Escrito por Damon Lindelof juntamente com os mesmos argumentistas do filme anterior, Além da Escuridão agarra o espectador e atira-o para uma sequência de ação frenética logo no início – e nunca mais o larga já que as cenas de ação sucedem-se a um ritmo alucinante. Depois de cumprir uma missão no planeta Nibiru e desrespeitar os regulamentos da Frota Estelar, o agora Capitão Kirk (Pine) é destituído do seu posto e a Enterprise passa a ser comandada pelo seu antigo mentor.
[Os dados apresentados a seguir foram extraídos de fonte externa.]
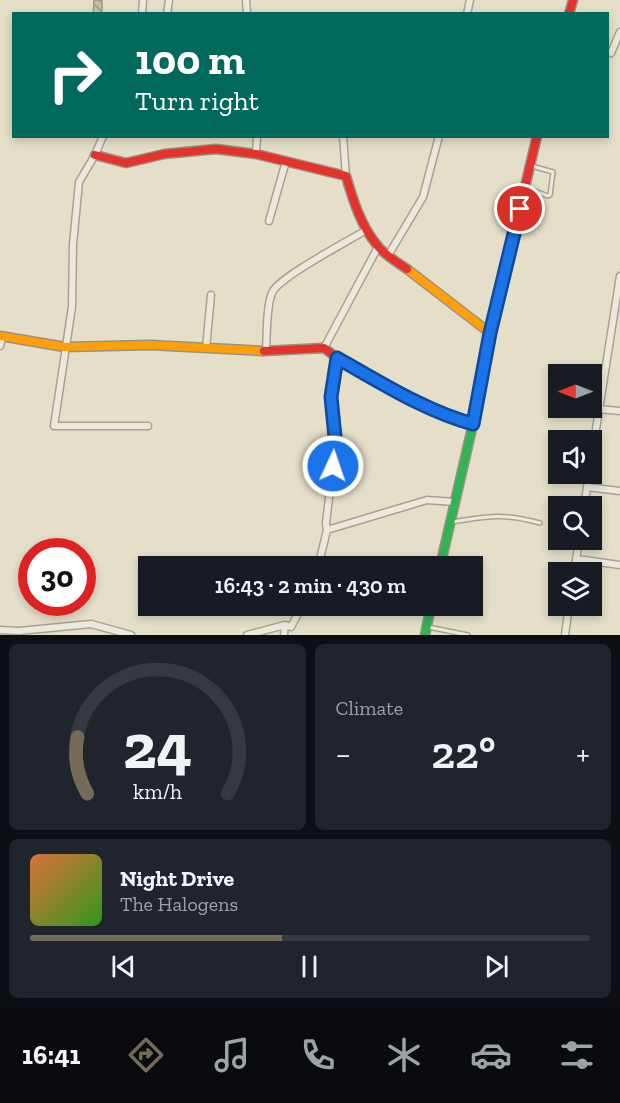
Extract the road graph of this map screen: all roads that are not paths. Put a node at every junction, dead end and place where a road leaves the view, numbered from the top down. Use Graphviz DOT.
graph roads {
  1 [pos="620,32"];
  2 [pos="611,53"];
  3 [pos="102,138"];
  4 [pos="257,138"];
  5 [pos="343,138"];
  6 [pos="438,138"];
  7 [pos="537,138"];
  8 [pos="256,154"];
  9 [pos="95,155"];
  10 [pos="286,161"];
  11 [pos="530,166"];
  12 [pos="346,176"];
  13 [pos="525,188"];
  14 [pos="269,221"];
  15 [pos="366,230"];
  16 [pos="378,247"];
  17 [pos="389,254"];
  18 [pos="620,276"];
  19 [pos="211,295"];
  20 [pos="490,333"];
  21 [pos="1,340"];
  22 [pos="65,347"];
  23 [pos="206,348"];
  24 [pos="324,348"];
  25 [pos="266,351"];
  26 [pos="337,358"];
  27 [pos="602,385"];
  28 [pos="602,409"];
  29 [pos="620,411"];
  30 [pos="473,424"];
  31 [pos="148,426"];
  32 [pos="587,484"];
  33 [pos="587,487"];
  34 [pos="620,491"];
  35 [pos="586,496"];
  36 [pos="455,502"];
  37 [pos="450,522"];
  38 [pos="540,523"];
  39 [pos="327,530"];
  40 [pos="578,550"];
  41 [pos="321,556"];
  42 [pos="442,556"];
  43 [pos="577,559"];
  44 [pos="576,562"];
  45 [pos="620,565"];
  46 [pos="297,616"];
  47 [pos="429,616"];
  48 [pos="568,616"];
  49 [pos="285,626"];
  50 [pos="0,630"];
  51 [pos="426,631"];
  52 [pos="131,635"];
  53 [pos="247,635"];
  54 [pos="284,635"];
  55 [pos="468,635"];
  56 [pos="565,635"];
  1 -- 2 [label="street"];
  3 -- 9 [label="street"];
  4 -- 8 [label="street"];
  5 -- 12 [label="street"];
  6 -- 17 [label="street"];
  7 -- 11 [label="street"];
  8 -- 9 [label="street"];
  8 -- 10 [label="street"];
  9 -- 22 [label="street"];
  10 -- 12 [label="street"];
  10 -- 14 [label="street"];
  11 -- 13 [label="street"];
  11 -- 13 [label="lane"];
  12 -- 15 [label="street"];
  13 -- 20 [label="street"];
  15 -- 16 [label="street"];
  15 -- 25 [label="street"];
  16 -- 17 [label="street"];
  16 -- 24 [label="street"];
  17 -- 20 [label="street"];
  18 -- 27 [label="street"];
  19 -- 23 [label="street"];
  20 -- 30 [label="street"];
  21 -- 22 [label="street"];
  22 -- 23 [label="street"];
  22 -- 31 [label="street"];
  23 -- 25 [label="street"];
  24 -- 25 [label="street"];
  24 -- 26 [label="street"];
  26 -- 30 [label="street"];
  26 -- 39 [label="street"];
  28 -- 29 [label="street"];
  30 -- 36 [label="street"];
  32 -- 33 [label="street"];
  33 -- 34 [label="street"];
  33 -- 35 [label="street"];
  36 -- 37 [label="street"];
  36 -- 39 [label="street"];
  37 -- 38 [label="lane"];
  37 -- 42 [label="street"];
  39 -- 41 [label="street"];
  40 -- 43 [label="street"];
  43 -- 44 [label="street"];
  43 -- 45 [label="street"];
  46 -- 49 [label="street"];
  47 -- 51 [label="street"];
  48 -- 56 [label="street"];
  49 -- 53 [label="street"];
  49 -- 54 [label="street"];
  50 -- 52 [label="street"];
  51 -- 55 [label="lane"];
}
É então que um terrorista que dá pelo nome de John Harrison (Cumberbatch) leva a cabo vários atentados contra a Federação e cabe à equipa da USS Enterprise descobrir o seu rasto e detê-lo a todo o custo.
Beneficiado pelo facto de já ter devidamente contextualizado as suas personagens, Além da Escuridão expande e enriquece o seu universo obrigando a tripulação da Enterprise a encarar novos desafios que, por sua vez, desenvolvem a dinâmica dos seus elementos. Se o capítulo anterior ancorava a sua narrativa na temática da filiação e das relações pais-filhos, esta sequela vai mais além ao determinar a tripulação como um verdadeiro núcleo familiar e, a partir daí, remeter para temas como a responsabilidade e a maturação emocional requeridas a qualquer membro de um grupo. Neste particular, Kirk assume o papel do líder (ainda) inexperiente que comete erros de julgamento e cuja impulsividade só é atenuada pelos relacionamentos criados com aqueles que o rodeiam, nomeadamente o emotivo Dr. Leonard McCoy (Urban) e o extremamente racional Spock (Quinto). Há uma cena em que estes discutem uma certa decisão e Abrams filma-os sentados em triângulo, o que não poderia ser mais apropriado visto que a dinâmica deste trio é a alma da geração clássica d' O Caminho das Estrelas.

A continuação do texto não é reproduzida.